Structured pose outputs:
····················

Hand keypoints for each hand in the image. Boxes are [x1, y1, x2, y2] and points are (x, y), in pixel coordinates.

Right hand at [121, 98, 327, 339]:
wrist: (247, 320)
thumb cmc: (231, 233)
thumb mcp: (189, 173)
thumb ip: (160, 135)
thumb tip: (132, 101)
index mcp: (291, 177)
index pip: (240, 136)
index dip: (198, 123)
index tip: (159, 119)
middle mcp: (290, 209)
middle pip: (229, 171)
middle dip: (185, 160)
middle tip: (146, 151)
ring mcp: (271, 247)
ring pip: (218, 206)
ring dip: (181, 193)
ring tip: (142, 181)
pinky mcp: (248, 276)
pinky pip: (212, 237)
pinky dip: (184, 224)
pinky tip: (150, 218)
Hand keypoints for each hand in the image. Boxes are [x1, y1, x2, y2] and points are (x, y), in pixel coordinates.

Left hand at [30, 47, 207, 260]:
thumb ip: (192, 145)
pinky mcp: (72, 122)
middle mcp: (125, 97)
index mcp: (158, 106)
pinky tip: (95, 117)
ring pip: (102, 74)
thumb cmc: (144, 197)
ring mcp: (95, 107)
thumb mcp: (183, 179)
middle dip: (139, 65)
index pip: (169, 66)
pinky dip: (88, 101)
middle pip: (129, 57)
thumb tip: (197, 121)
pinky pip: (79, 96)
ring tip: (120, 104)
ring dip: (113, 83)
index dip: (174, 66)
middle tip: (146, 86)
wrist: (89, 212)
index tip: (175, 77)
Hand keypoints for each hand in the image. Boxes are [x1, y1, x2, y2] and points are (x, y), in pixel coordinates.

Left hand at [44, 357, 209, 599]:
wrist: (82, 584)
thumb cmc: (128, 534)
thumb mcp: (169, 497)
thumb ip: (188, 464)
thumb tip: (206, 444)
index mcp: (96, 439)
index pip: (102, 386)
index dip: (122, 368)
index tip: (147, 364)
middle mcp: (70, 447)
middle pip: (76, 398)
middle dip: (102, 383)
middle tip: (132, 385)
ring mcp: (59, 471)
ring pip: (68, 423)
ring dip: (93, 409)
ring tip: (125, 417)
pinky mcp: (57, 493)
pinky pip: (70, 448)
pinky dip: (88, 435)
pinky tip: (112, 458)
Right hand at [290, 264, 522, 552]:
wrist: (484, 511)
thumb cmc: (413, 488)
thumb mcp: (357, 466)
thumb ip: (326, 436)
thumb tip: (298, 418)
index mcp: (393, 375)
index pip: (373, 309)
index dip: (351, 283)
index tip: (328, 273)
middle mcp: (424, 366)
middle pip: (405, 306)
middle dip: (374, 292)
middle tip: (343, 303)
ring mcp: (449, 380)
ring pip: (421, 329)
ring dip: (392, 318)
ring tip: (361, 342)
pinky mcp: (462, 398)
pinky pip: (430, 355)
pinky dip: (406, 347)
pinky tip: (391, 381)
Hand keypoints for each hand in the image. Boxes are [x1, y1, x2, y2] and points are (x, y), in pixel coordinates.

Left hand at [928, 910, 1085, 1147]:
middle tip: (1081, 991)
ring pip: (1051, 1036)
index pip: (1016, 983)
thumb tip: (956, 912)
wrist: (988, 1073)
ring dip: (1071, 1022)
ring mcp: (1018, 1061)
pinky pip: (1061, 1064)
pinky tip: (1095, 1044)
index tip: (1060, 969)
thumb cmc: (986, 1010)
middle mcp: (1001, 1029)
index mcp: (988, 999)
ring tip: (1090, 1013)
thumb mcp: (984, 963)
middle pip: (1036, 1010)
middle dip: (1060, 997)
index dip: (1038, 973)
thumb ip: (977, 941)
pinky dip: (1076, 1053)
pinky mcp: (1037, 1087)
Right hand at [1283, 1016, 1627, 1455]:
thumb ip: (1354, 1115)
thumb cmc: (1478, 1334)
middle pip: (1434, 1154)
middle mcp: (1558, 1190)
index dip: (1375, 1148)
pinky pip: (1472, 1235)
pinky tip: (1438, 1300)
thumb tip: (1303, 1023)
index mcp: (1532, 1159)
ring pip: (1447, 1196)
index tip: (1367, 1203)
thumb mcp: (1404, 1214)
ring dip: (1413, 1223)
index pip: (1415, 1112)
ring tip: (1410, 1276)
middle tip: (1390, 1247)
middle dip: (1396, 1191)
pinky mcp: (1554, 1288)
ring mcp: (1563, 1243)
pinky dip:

····················

Directions →
The line above containing "ring mcp: (95, 107)", the line containing "ring tip: (125, 417)", and every line between them are to be transcribed exactly; no other line is wanted.

Solution for this exercise →
ring mcp: (95, 107)
thumb mcp: (183, 179)
middle dip: (139, 65)
index pip: (169, 66)
pinky dip: (88, 101)
middle pip: (129, 57)
thumb tip: (197, 121)
pinky pip: (79, 96)
ring tip: (120, 104)
ring dip: (113, 83)
index dip: (174, 66)
middle tip: (146, 86)
wrist: (89, 212)
index tip: (175, 77)
Hand keypoints for each hand in the image. Boxes are [x1, y1, x2, y2] and points are (x, y), in pixel coordinates.

Left hand at [44, 357, 209, 599]:
wrist: (82, 584)
thumb cmc: (128, 534)
thumb mcp: (169, 497)
thumb ip: (188, 464)
thumb tip: (206, 444)
index mcp: (96, 439)
index pip: (102, 386)
index dip: (122, 368)
index tip: (147, 364)
middle mcp: (70, 447)
middle pip: (76, 398)
middle dip: (102, 383)
middle tip: (132, 385)
ring mcp: (59, 471)
ring pip: (68, 423)
ring dip: (93, 409)
ring tip: (125, 417)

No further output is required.